By Pamela D. Wilson, The Care Navigator, CSA, CG, MS, BS/BA
How many of us find ourselves too busy to really care? I recently helped a client identify a care community for a loved one who experienced a long list of health complications. This was a rather long journey of identifying communities, having assessments completed and receiving declines because the care needed was too significant for available care community staff or there were unexpressed, hidden concerns.
As one might imagine, after multiple declines, the client became despondent. As a result his interactions and behaviors with potential care staff became impatient and filled with frustration because his desire for care of his loved one appeared to be met by people who were too busy to care, who lacked knowledge or lacked any interest in being helpful.
In caregiving, competing interests represent complications for professional caregivers, family caregivers and care advocates. Communities decline difficult patients or family members they sense to be potentially difficult or excessively time consuming. Family caregivers want the best for their loved ones and lack understanding of minimum standards of care, community rules, regulations or constraints which more than often are not fully explained at a level family caregivers are able to understand. Care staff is often perceived as too busy to care when caring is a main component of their job description.
The goal of care advocates is to advocate for family members and to simplify or ease concerns of professional caregivers who might be hesitant to provide or offer care.
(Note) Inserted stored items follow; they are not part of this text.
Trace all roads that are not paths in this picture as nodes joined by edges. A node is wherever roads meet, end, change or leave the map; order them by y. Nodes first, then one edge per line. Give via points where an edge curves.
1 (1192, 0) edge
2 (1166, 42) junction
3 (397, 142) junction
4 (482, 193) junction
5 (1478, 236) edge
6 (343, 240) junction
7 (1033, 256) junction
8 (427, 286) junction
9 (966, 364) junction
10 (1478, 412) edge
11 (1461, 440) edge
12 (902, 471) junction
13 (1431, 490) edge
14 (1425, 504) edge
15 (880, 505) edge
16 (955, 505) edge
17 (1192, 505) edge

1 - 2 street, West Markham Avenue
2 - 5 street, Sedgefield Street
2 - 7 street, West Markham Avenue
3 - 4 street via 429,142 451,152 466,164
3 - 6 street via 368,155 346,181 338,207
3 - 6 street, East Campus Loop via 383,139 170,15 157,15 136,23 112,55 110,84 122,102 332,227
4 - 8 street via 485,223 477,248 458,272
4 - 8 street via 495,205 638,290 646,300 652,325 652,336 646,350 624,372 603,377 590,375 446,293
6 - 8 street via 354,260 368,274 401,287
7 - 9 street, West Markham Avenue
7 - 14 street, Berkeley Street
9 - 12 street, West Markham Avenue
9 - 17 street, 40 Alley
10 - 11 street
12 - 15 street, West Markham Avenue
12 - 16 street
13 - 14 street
It’s sometime a precarious situation because we realize the complexities and support the best interest of the family and the individual in need. We’d rather receive an explanatory and respectful decline rather than have professional caregivers agree to provide care and then fail or disappoint. Yet there are situations where complications exist and we need professional caregivers who agree to go the extra mile for our client with special or unusual care needs
We work in an imperfect healthcare system. As an advocate for families and care recipients, I am at times met by community staff that walks the other way when they see me visiting their communities or who fail to return phone calls because they’re having a busy day and know I will ask questions that may take more time than they have available.
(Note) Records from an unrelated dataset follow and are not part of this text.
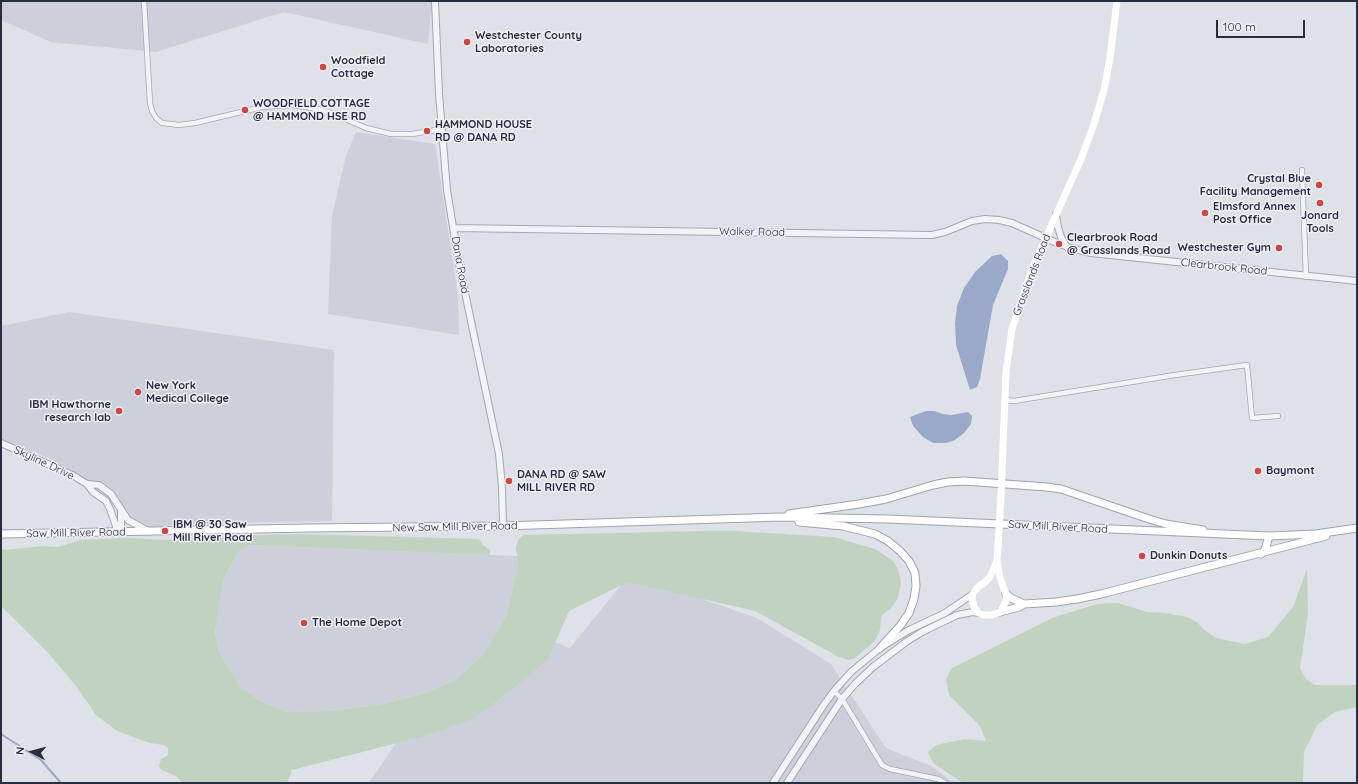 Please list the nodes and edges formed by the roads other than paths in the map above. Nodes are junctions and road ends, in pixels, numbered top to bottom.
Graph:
1 (144, 1) edge
2 (435, 1) edge
3 (1117, 1) edge
4 (442, 128) junction
5 (1302, 170) dead end
6 (1056, 214) junction
7 (454, 228) junction
8 (1045, 238) junction
9 (1067, 247) junction
10 (1306, 277) junction
11 (1357, 281) edge
12 (1005, 400) junction
13 (1278, 416) dead end
14 (1, 443) edge
15 (87, 484) junction
16 (1002, 484) junction
17 (121, 508) junction
18 (759, 518) junction
19 (503, 526) junction
20 (1357, 528) edge
21 (118, 532) junction
22 (150, 532) junction
23 (1, 534) edge
24 (1242, 535) junction
25 (1269, 536) junction
26 (1261, 554) junction
27 (997, 560) junction
28 (984, 582) junction
29 (1002, 585) junction
30 (973, 594) junction
31 (1006, 594) junction
32 (1024, 604) junction
33 (1000, 612) junction
34 (979, 613) junction
35 (880, 648) junction
36 (834, 691) junction
37 (842, 699) junction
38 (773, 783) edge
39 (787, 783) edge
40 (946, 783) edge

1 - 4 street
2 - 4 street, Dana Road
3 - 6 main road, Grasslands Road
4 - 7 street, Dana Road
5 - 10 street
6 - 8 main road, Grasslands Road
6 - 9 street
7 - 8 street, Walker Road
7 - 19 street, Dana Road
8 - 9 street, Clearbrook Road
8 - 12 main road, Grasslands Road
9 - 10 street, Clearbrook Road
10 - 11 street, Clearbrook Road
12 - 13 street
12 - 16 main road, Grasslands Road
14 - 15 street, Skyline Drive
15 - 17 street, Skyline Drive
15 - 21 street, Skyline Drive
16 - 18 main road
16 - 24 main road
16 - 27 main road, Grasslands Road, bridge
17 - 21 street
17 - 22 street, Skyline Drive
18 - 19 main road, New Saw Mill River Road
18 - 24 main road, Saw Mill River Road
18 - 35 main road
19 - 22 main road, New Saw Mill River Road
20 - 25 main road, Saw Mill River Road
20 - 26 main road
21 - 22 main road, Saw Mill River Road
21 - 23 main road, Saw Mill River Road
24 - 25 main road, Saw Mill River Road
25 - 26 main road
26 - 32 main road
27 - 28 main road
27 - 29 main road
28 - 29 main road
28 - 30 main road
29 - 31 main road
30 - 34 main road
30 - 35 street
31 - 32 main road
31 - 33 main road
32 - 33 main road
33 - 34 main road
34 - 37 street
35 - 36 street
36 - 37 street
36 - 38 street
37 - 39 street
37 - 40 street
This happened recently when this same client was accepted by a community and then suddenly declined. The admissions person, who I have known for more than a year, told me he didn’t want to take my call because he knew I’d want details and explanations and this would take time he didn’t have on this particular day. I certainly hope that his response to me was not reflective of the way he would respond to a concerned family member as it lacked any semblance of compassion or caring.